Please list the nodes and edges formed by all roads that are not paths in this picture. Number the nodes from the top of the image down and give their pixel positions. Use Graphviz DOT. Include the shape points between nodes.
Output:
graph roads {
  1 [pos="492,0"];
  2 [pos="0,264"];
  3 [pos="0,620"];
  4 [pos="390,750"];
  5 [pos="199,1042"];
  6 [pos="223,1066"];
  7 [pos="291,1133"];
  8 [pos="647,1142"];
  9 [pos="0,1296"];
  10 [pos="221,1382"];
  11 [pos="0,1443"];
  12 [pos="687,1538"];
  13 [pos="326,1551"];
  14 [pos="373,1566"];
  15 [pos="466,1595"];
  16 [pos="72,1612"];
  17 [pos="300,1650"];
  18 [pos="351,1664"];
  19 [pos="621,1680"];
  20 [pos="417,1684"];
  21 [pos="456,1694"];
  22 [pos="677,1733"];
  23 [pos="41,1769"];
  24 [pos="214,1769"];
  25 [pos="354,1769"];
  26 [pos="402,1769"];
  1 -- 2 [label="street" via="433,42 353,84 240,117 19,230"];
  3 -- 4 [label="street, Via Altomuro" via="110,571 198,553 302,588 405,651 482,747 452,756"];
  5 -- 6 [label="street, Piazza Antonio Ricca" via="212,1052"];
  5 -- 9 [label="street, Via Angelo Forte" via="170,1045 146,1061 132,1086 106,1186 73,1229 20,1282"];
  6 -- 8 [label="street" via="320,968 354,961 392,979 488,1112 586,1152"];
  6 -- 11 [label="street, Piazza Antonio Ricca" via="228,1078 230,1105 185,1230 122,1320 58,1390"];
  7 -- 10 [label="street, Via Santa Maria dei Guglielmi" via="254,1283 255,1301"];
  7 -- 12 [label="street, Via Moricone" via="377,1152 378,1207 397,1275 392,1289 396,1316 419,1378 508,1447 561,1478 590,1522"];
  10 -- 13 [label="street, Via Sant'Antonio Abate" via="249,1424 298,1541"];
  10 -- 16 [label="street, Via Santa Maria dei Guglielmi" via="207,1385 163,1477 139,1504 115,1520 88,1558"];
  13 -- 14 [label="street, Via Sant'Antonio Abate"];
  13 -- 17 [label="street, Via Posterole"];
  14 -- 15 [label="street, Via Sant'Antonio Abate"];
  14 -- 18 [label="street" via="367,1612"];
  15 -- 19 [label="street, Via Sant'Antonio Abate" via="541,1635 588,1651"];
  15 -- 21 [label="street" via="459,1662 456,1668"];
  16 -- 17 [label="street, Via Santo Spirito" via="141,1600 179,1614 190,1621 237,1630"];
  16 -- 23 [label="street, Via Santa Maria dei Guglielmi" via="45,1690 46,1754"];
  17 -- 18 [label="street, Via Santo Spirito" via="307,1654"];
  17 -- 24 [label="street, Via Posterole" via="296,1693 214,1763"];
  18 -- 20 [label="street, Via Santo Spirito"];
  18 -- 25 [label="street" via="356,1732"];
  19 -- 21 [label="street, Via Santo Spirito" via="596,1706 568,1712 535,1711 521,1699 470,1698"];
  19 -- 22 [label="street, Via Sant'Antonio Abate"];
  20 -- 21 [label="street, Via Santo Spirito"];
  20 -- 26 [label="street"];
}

┄┄┄┄┄┄┄┄┄┄

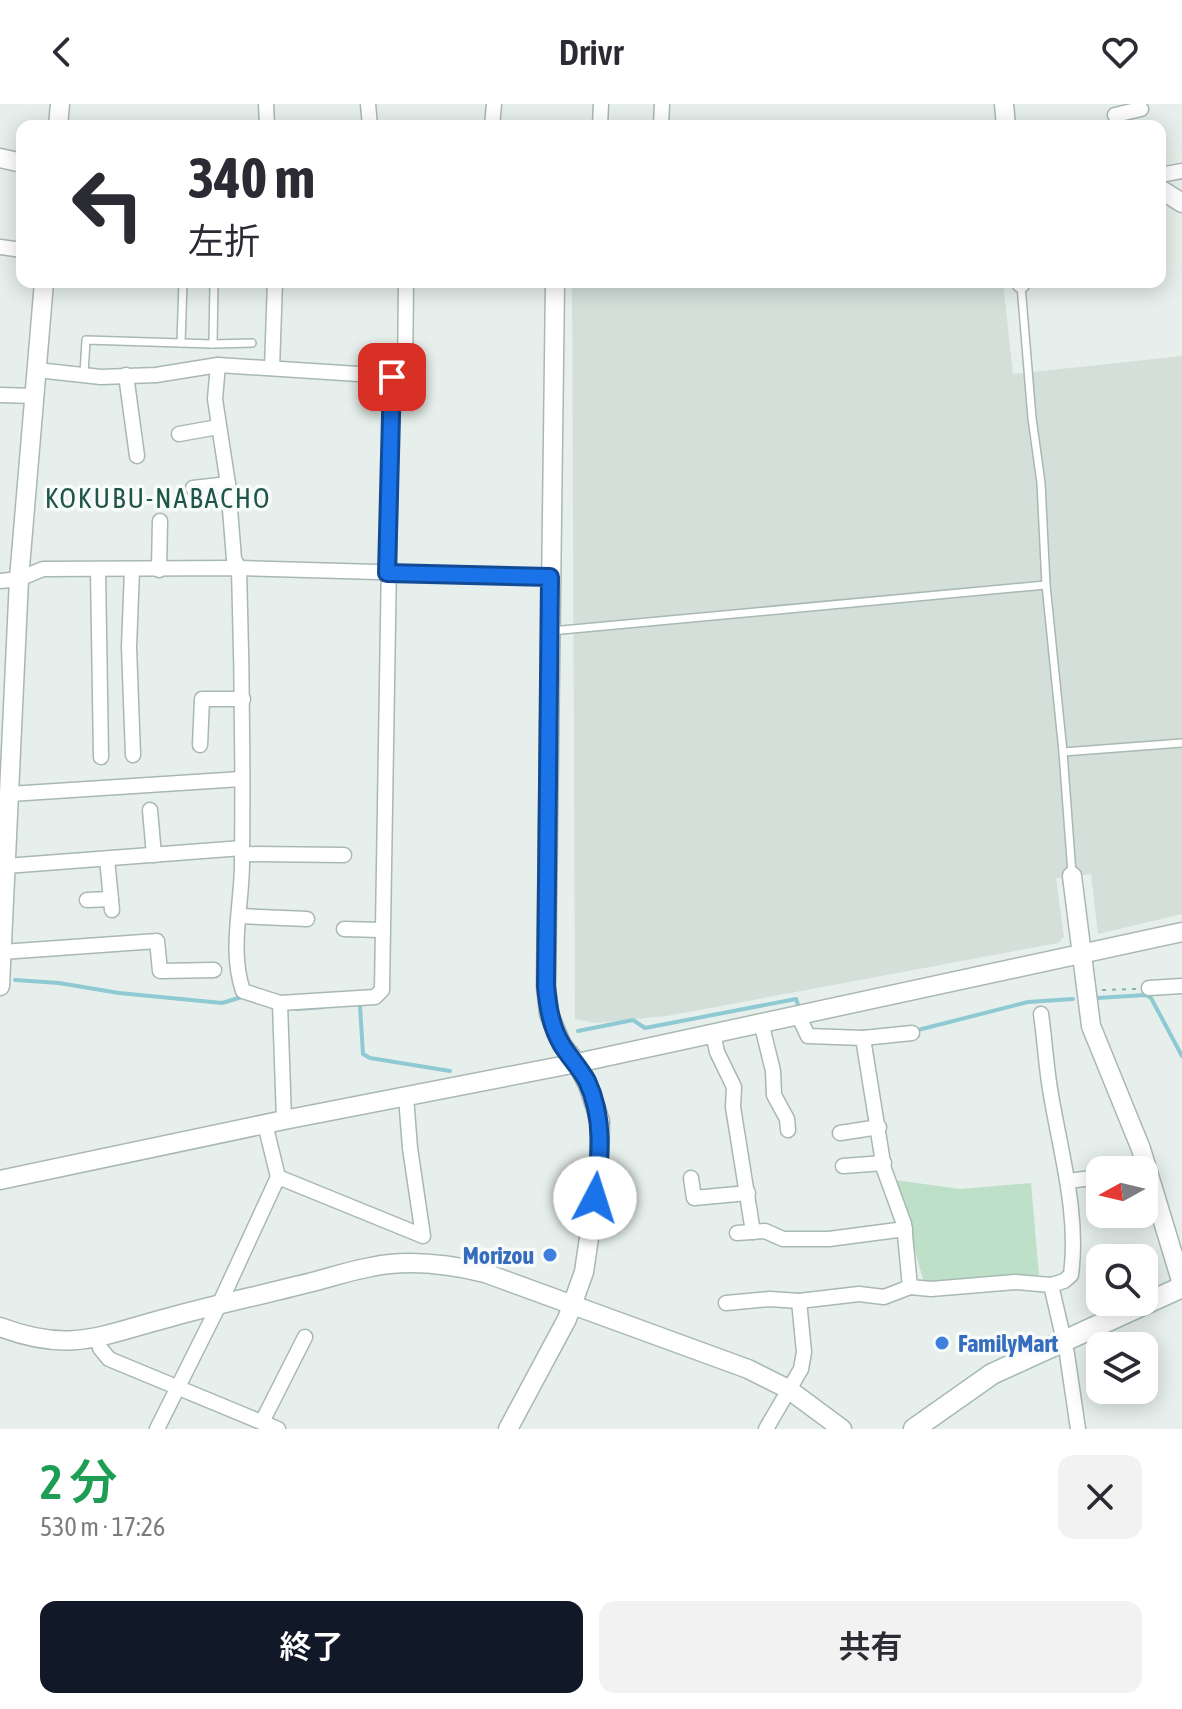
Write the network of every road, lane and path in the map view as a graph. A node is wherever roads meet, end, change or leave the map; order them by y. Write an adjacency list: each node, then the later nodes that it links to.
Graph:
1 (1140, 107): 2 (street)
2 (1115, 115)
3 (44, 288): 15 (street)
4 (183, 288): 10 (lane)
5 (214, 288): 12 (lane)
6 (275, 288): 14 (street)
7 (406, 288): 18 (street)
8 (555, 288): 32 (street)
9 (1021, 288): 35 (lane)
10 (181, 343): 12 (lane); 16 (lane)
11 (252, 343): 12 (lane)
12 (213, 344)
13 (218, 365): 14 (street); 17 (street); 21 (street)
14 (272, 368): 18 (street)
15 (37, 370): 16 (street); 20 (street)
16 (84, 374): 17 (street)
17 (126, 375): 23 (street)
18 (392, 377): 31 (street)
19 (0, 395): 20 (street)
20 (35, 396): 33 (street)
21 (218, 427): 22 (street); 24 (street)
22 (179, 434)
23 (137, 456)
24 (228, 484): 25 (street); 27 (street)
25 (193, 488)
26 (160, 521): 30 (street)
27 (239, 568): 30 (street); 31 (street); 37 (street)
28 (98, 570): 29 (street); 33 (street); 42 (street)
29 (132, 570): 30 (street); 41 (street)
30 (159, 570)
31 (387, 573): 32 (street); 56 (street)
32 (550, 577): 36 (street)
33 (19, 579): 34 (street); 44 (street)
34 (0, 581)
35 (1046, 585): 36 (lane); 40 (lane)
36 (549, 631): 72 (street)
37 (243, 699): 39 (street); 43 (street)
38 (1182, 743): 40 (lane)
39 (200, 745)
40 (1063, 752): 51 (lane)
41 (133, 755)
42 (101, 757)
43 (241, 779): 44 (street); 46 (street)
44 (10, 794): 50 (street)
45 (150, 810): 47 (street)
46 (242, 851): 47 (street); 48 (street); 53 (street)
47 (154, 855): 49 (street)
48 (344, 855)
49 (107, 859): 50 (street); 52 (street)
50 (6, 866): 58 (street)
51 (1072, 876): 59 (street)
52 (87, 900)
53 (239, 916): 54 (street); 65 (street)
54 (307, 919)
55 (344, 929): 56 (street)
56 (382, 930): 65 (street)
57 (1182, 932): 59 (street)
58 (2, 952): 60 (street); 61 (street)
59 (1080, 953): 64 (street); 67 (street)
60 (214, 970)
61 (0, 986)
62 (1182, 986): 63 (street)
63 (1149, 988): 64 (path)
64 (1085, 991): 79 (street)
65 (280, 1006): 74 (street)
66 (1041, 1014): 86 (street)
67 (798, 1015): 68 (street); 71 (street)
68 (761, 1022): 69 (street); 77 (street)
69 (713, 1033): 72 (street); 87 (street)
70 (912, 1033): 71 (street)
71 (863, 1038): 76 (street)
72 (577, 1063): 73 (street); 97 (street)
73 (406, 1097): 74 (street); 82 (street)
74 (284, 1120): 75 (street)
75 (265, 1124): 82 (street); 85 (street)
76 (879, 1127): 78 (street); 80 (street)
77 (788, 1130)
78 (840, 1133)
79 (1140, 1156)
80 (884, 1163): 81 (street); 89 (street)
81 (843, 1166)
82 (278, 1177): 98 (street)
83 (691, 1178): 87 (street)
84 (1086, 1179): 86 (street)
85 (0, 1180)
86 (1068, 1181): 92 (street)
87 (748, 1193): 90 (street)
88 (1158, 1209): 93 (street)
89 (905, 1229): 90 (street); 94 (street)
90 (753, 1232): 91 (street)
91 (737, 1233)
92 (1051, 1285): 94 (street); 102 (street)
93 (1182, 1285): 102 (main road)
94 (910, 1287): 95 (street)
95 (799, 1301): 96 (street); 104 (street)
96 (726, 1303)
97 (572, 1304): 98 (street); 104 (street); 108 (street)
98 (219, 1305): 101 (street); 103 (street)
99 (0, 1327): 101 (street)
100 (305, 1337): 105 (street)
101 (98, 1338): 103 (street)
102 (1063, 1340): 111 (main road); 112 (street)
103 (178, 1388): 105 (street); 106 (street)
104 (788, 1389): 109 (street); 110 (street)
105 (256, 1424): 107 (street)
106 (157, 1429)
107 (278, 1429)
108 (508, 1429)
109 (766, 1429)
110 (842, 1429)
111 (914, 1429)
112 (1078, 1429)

┄┄┄┄┄┄┄┄┄┄

*ABOUT THIS TASK*
State how many lines in the entries hold "list", please, with no other words.

*EXERCISE ANSWER*
2